(EXERCISE INPUT)
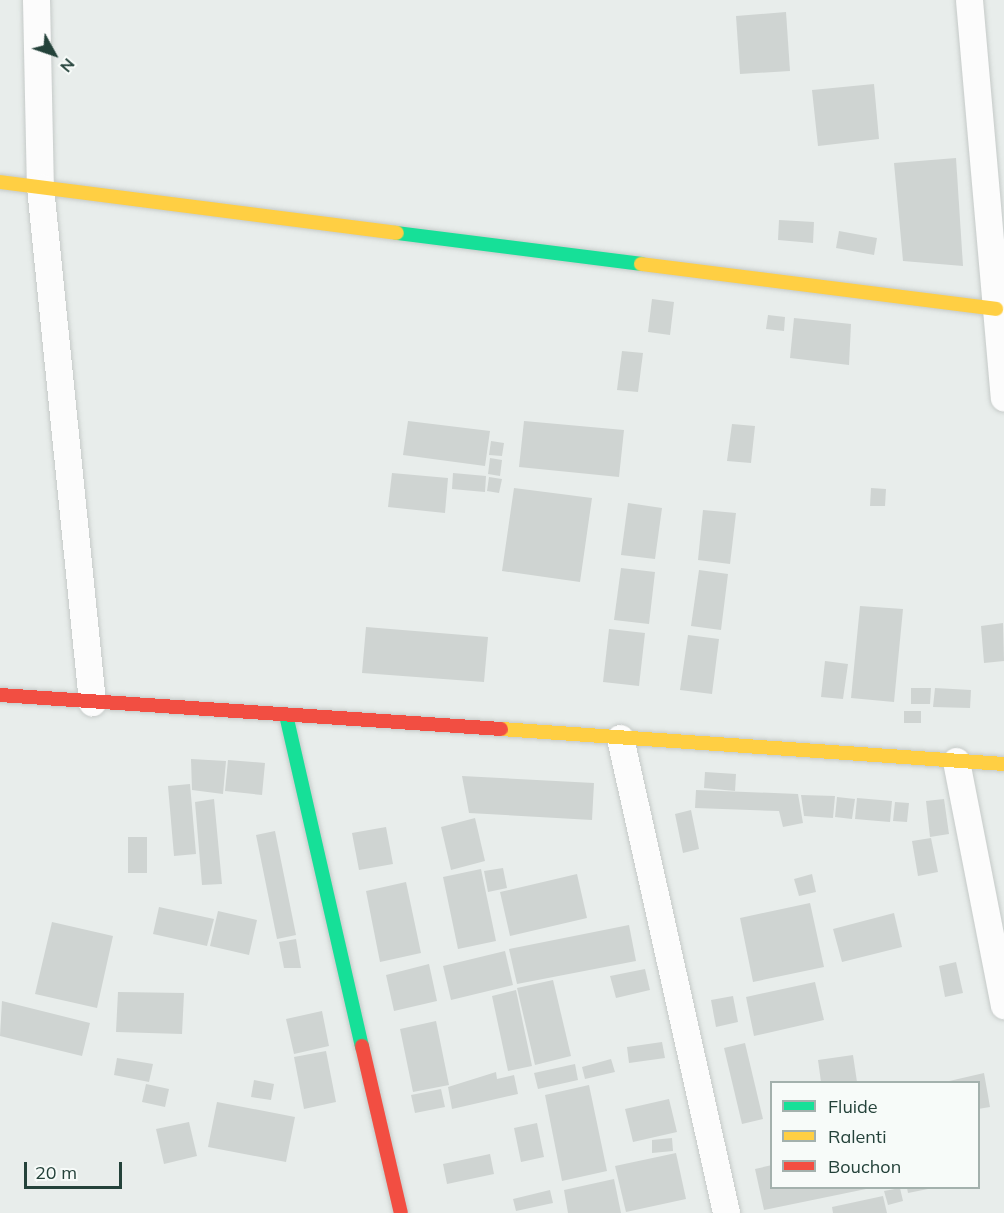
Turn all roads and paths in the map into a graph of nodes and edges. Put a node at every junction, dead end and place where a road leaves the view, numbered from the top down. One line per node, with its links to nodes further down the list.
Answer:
1 (36, 0): 4 (street)
2 (969, 0): 5 (street)
3 (0, 182): 4 (street)
4 (40, 187): 5 (street); 8 (street)
5 (996, 309): 6 (street)
6 (1004, 397)
7 (0, 695): 8 (street)
8 (92, 702): 9 (street)
9 (286, 715): 10 (street); 14 (street)
10 (620, 738): 11 (street); 15 (street)
11 (956, 761): 12 (street); 13 (street)
12 (1004, 764)
13 (1004, 1005)
14 (401, 1213)
15 (726, 1213)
(End EXERCISE INPUT)
Every entry, word for word: repeat it, but skip the images.

### OUTPUT
Turn all roads and paths in the map into a graph of nodes and edges. Put a node at every junction, dead end and place where a road leaves the view, numbered from the top down. One line per node, with its links to nodes further down the list.
Answer:
1 (36, 0): 4 (street)
2 (969, 0): 5 (street)
3 (0, 182): 4 (street)
4 (40, 187): 5 (street); 8 (street)
5 (996, 309): 6 (street)
6 (1004, 397)
7 (0, 695): 8 (street)
8 (92, 702): 9 (street)
9 (286, 715): 10 (street); 14 (street)
10 (620, 738): 11 (street); 15 (street)
11 (956, 761): 12 (street); 13 (street)
12 (1004, 764)
13 (1004, 1005)
14 (401, 1213)
15 (726, 1213)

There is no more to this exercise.